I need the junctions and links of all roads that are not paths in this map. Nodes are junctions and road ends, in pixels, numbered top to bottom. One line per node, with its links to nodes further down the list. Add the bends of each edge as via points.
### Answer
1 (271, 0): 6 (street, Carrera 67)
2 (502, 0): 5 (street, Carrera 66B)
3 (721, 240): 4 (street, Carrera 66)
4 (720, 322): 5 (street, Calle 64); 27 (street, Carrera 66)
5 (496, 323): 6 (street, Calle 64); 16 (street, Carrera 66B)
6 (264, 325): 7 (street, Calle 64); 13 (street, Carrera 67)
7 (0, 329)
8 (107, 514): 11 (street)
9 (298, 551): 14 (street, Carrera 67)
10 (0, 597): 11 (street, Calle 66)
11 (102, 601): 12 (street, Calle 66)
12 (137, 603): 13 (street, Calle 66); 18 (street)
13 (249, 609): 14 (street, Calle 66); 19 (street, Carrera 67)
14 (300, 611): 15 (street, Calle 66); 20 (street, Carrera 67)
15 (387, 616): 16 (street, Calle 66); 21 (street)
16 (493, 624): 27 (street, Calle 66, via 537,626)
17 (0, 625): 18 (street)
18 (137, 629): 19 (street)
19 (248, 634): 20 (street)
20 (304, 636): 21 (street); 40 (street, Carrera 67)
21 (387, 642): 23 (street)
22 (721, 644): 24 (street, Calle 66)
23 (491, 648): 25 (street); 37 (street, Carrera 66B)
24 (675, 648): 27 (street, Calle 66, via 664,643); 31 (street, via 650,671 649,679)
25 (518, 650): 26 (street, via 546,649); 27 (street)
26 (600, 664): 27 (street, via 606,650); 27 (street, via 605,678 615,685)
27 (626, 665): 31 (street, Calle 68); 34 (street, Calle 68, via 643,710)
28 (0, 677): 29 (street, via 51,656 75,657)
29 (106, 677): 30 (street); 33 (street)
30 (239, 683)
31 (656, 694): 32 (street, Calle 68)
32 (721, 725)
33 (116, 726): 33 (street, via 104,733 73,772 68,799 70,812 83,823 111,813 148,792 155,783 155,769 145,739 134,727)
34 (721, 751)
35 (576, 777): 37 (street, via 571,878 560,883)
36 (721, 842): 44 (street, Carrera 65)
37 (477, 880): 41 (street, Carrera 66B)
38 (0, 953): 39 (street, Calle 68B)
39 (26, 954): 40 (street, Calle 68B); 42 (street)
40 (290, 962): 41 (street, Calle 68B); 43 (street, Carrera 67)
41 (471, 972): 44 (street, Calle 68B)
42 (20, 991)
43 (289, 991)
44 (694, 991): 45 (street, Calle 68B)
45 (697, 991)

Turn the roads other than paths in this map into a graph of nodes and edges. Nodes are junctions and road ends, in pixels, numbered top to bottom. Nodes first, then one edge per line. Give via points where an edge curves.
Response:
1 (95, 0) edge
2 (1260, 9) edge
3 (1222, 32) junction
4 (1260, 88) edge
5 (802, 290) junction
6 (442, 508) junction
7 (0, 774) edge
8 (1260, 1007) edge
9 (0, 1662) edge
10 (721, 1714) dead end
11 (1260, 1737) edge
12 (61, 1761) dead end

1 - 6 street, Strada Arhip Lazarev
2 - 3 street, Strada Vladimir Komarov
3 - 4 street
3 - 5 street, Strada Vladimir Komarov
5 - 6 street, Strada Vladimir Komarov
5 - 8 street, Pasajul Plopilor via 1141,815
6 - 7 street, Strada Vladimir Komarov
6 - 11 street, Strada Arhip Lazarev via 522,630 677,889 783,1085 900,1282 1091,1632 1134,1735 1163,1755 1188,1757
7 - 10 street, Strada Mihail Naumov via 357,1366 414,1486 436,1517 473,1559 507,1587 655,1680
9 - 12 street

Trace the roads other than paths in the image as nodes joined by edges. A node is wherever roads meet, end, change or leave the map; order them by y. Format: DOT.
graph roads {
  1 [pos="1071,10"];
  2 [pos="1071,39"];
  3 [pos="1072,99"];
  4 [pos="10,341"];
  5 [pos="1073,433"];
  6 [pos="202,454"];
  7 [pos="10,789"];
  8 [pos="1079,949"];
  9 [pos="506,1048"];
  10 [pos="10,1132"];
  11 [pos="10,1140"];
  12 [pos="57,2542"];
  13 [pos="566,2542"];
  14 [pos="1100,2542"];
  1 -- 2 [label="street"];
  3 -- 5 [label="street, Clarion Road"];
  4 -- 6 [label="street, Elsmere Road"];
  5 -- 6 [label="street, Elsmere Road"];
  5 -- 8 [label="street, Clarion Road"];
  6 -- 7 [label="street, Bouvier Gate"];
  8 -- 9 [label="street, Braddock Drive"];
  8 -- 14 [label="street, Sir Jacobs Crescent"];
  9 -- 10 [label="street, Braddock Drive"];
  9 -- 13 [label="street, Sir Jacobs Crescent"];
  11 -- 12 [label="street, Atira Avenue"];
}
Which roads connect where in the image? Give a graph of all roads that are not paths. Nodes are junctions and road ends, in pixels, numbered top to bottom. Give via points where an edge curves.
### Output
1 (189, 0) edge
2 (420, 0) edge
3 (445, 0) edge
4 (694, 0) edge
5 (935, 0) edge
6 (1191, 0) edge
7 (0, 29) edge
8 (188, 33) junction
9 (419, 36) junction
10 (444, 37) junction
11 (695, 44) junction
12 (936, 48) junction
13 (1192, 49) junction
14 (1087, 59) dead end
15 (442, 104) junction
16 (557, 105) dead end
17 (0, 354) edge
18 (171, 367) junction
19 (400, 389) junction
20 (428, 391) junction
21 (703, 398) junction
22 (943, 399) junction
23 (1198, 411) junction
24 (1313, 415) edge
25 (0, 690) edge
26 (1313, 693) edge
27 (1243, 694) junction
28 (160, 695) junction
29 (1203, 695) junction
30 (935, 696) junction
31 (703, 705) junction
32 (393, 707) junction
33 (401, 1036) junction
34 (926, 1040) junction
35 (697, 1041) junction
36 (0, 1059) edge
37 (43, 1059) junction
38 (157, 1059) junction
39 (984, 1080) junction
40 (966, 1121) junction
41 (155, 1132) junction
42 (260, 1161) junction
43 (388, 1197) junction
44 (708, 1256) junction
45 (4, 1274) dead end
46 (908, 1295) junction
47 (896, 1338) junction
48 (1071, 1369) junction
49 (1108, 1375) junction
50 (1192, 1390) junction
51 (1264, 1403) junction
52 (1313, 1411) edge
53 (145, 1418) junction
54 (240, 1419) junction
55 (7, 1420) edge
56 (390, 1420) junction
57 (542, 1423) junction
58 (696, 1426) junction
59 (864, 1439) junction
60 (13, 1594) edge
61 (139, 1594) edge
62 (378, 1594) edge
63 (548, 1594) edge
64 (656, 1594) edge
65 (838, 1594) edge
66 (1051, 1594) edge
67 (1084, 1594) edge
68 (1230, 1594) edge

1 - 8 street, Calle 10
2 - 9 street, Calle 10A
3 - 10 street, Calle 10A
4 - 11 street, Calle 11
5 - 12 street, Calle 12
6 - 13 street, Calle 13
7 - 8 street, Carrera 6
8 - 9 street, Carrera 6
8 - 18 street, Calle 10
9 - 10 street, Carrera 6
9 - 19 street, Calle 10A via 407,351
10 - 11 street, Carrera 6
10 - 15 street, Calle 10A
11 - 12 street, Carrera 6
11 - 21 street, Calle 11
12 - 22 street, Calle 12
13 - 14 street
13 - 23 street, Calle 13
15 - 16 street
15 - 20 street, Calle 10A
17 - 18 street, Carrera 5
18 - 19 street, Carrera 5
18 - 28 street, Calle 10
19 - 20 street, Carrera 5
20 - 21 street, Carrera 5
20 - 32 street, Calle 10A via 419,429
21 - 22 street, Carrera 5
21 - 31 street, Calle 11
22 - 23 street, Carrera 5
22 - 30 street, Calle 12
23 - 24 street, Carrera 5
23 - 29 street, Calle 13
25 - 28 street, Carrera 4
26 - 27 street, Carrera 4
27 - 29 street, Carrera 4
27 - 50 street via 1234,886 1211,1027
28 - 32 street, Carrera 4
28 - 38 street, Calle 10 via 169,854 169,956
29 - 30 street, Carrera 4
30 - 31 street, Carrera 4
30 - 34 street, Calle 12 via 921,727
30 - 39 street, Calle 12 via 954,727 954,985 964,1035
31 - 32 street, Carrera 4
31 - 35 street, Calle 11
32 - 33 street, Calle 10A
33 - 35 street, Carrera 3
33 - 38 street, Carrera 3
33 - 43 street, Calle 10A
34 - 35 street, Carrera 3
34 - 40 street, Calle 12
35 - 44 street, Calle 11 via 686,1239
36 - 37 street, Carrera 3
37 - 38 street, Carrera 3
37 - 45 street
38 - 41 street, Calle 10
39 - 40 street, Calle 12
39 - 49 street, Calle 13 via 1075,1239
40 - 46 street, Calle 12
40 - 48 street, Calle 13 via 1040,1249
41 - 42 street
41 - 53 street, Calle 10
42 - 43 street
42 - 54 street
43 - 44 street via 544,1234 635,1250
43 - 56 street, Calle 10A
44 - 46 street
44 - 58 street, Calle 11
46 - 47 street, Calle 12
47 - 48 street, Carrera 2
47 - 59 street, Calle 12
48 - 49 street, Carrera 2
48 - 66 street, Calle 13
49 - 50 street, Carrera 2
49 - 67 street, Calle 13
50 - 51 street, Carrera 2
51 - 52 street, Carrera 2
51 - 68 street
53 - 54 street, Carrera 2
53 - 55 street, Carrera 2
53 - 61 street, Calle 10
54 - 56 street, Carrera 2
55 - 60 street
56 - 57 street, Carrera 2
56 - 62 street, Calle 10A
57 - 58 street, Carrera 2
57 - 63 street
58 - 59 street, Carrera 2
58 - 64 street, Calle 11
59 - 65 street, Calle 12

────

= Problem requirements =
In the data above, start at the line that has "Trace the roads", stop after the line that has "Which roads connect", and print every line in between exactly as it stands.

= Reply to the exercise =
Trace the roads other than paths in the image as nodes joined by edges. A node is wherever roads meet, end, change or leave the map; order them by y. Format: DOT.
graph roads {
  1 [pos="1071,10"];
  2 [pos="1071,39"];
  3 [pos="1072,99"];
  4 [pos="10,341"];
  5 [pos="1073,433"];
  6 [pos="202,454"];
  7 [pos="10,789"];
  8 [pos="1079,949"];
  9 [pos="506,1048"];
  10 [pos="10,1132"];
  11 [pos="10,1140"];
  12 [pos="57,2542"];
  13 [pos="566,2542"];
  14 [pos="1100,2542"];
  1 -- 2 [label="street"];
  3 -- 5 [label="street, Clarion Road"];
  4 -- 6 [label="street, Elsmere Road"];
  5 -- 6 [label="street, Elsmere Road"];
  5 -- 8 [label="street, Clarion Road"];
  6 -- 7 [label="street, Bouvier Gate"];
  8 -- 9 [label="street, Braddock Drive"];
  8 -- 14 [label="street, Sir Jacobs Crescent"];
  9 -- 10 [label="street, Braddock Drive"];
  9 -- 13 [label="street, Sir Jacobs Crescent"];
  11 -- 12 [label="street, Atira Avenue"];
}
Which roads connect where in the image? Give a graph of all roads that are not paths. Nodes are junctions and road ends, in pixels, numbered top to bottom. Give via points where an edge curves.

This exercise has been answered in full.